[Data extracted from a collection]
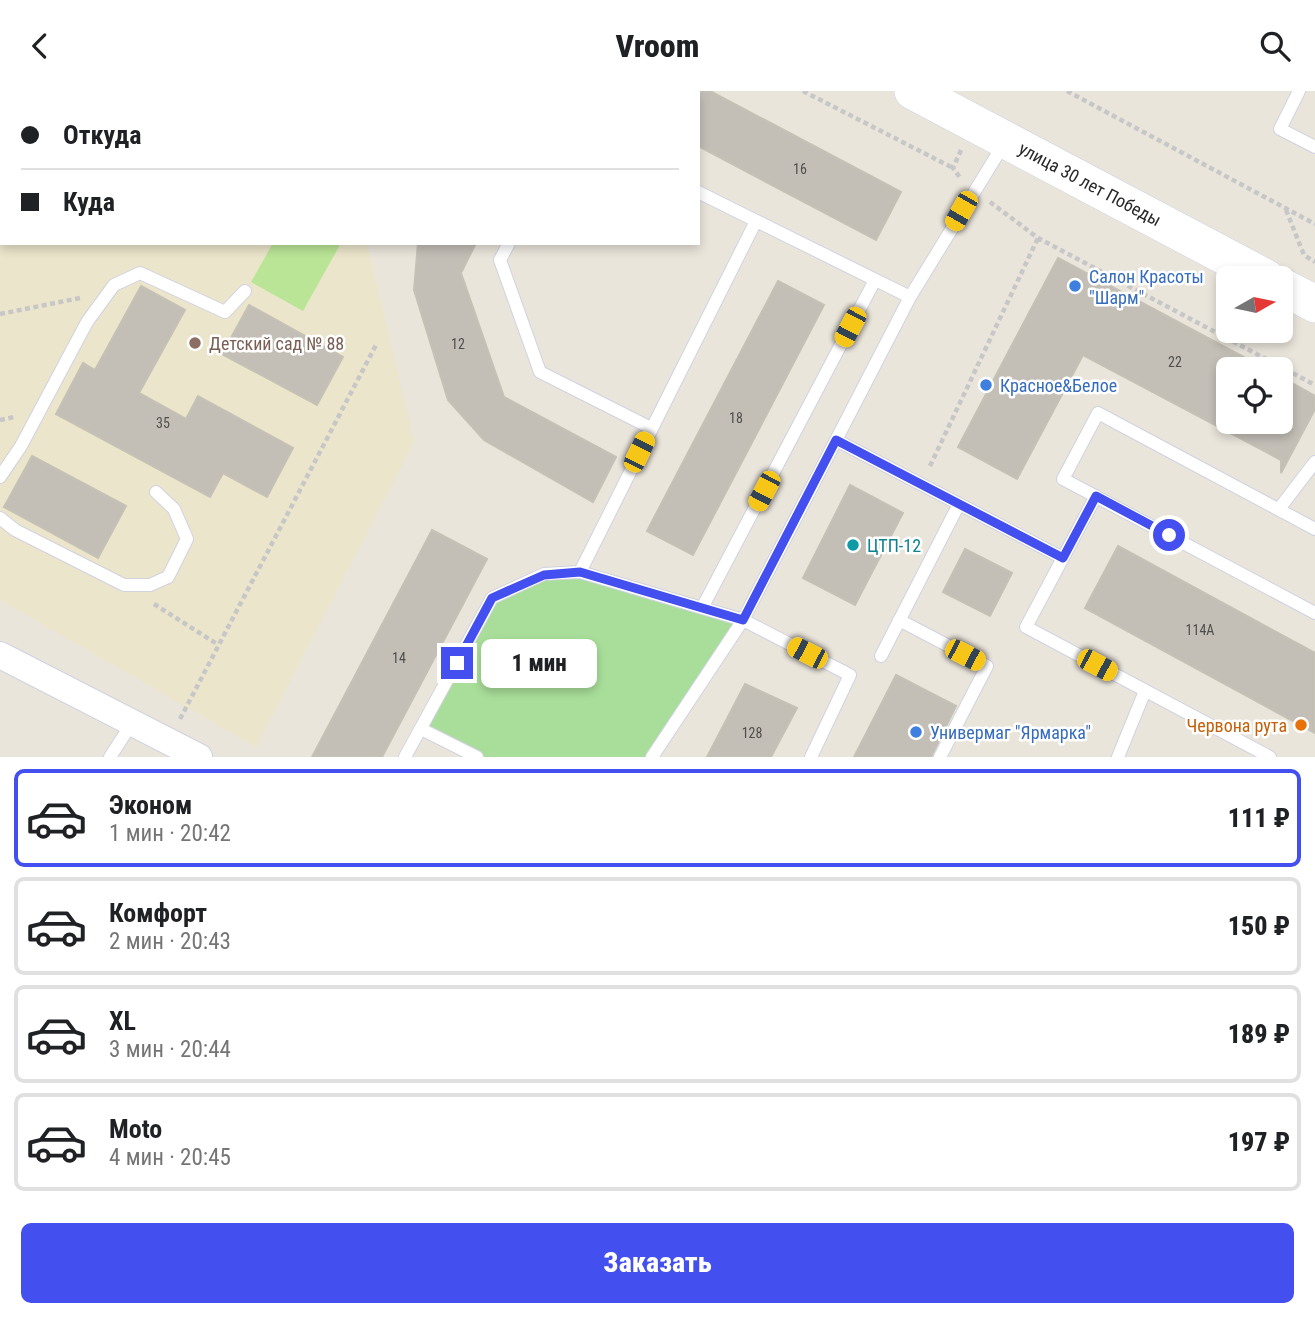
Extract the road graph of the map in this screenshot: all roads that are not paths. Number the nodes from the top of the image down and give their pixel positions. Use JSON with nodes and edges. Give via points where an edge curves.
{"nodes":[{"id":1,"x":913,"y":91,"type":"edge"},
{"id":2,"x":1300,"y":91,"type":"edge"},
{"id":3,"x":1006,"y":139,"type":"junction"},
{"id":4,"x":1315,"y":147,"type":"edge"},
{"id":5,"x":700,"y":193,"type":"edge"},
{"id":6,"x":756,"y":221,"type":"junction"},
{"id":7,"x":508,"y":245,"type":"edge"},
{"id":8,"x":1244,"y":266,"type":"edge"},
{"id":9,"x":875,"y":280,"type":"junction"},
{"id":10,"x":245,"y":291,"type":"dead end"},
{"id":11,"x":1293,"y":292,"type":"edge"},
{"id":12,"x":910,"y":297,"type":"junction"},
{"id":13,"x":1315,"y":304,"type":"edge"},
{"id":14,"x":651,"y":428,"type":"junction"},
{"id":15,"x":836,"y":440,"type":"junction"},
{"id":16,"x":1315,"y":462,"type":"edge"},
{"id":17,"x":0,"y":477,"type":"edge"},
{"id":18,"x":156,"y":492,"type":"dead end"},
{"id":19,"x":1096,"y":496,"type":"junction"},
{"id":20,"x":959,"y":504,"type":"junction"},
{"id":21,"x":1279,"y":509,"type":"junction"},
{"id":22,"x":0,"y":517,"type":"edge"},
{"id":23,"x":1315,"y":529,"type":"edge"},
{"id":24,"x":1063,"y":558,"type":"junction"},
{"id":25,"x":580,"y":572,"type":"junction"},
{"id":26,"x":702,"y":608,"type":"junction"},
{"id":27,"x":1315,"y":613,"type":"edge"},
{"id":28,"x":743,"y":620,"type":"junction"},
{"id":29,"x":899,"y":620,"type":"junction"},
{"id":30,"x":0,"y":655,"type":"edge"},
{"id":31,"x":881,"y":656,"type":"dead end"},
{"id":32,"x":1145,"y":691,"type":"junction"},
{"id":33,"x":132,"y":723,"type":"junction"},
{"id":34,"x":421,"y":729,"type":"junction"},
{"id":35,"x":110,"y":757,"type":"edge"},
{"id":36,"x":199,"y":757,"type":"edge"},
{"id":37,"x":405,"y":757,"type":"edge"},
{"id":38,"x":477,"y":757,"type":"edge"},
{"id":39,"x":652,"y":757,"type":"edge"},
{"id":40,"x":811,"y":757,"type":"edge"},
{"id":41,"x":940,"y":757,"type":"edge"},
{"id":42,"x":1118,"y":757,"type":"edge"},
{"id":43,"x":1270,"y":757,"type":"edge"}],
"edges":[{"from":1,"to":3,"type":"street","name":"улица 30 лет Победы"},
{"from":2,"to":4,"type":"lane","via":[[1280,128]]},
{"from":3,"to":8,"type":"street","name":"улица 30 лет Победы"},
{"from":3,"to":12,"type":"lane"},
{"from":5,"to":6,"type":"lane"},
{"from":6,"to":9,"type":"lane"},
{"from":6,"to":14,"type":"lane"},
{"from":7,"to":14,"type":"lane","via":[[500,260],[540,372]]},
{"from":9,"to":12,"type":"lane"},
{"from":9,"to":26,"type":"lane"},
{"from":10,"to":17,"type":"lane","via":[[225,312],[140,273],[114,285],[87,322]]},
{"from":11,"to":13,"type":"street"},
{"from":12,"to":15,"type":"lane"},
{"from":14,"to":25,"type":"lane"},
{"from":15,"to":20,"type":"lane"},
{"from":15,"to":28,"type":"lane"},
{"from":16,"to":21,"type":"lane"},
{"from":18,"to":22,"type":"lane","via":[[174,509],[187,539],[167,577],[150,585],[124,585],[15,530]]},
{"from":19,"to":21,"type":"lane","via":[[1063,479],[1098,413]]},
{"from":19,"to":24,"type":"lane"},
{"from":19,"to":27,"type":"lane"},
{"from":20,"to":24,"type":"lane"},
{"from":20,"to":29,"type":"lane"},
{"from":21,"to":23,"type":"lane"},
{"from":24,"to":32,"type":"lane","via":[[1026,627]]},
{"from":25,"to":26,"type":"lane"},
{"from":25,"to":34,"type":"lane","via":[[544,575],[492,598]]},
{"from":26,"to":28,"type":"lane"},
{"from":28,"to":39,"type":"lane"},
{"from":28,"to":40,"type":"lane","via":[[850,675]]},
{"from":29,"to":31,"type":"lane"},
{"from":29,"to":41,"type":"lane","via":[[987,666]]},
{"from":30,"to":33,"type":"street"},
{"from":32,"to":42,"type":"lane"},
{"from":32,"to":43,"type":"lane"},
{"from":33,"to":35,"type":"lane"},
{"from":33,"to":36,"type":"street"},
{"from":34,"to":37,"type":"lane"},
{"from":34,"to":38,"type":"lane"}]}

* * *

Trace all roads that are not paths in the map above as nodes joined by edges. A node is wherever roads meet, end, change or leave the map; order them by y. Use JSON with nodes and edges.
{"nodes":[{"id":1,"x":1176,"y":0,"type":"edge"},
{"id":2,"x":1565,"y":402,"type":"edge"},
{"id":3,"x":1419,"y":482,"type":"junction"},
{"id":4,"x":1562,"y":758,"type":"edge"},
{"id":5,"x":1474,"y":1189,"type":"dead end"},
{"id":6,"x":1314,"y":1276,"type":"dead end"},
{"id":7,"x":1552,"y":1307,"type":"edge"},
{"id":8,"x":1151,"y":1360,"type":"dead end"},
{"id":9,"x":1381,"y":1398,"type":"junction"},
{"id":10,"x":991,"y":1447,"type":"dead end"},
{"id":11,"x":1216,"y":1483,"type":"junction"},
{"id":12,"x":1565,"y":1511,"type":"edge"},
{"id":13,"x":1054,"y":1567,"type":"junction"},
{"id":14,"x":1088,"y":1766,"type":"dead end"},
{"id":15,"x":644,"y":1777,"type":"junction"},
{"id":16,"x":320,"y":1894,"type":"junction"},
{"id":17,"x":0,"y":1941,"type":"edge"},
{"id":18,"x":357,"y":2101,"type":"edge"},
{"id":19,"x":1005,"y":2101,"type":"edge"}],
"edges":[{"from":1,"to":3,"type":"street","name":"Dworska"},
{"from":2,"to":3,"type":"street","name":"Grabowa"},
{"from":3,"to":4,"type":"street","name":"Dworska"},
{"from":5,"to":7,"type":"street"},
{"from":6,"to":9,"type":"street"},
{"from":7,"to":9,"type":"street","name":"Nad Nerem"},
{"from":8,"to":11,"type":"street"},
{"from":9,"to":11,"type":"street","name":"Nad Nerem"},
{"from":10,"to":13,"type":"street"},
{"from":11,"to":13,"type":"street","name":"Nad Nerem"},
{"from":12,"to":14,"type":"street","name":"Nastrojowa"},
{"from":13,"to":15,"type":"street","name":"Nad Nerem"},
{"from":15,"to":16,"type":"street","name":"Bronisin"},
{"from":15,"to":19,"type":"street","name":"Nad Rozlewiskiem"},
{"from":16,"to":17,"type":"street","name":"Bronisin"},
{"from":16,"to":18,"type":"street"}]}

→ **Your assignment**: Wherever a line in the data above contains the word "paths", copy that line.

→ **Answer to the exercise**:
Extract the road graph of the map in this screenshot: all roads that are not paths. Number the nodes from the top of the image down and give their pixel positions. Use JSON with nodes and edges. Give via points where an edge curves.
Trace all roads that are not paths in the map above as nodes joined by edges. A node is wherever roads meet, end, change or leave the map; order them by y. Use JSON with nodes and edges.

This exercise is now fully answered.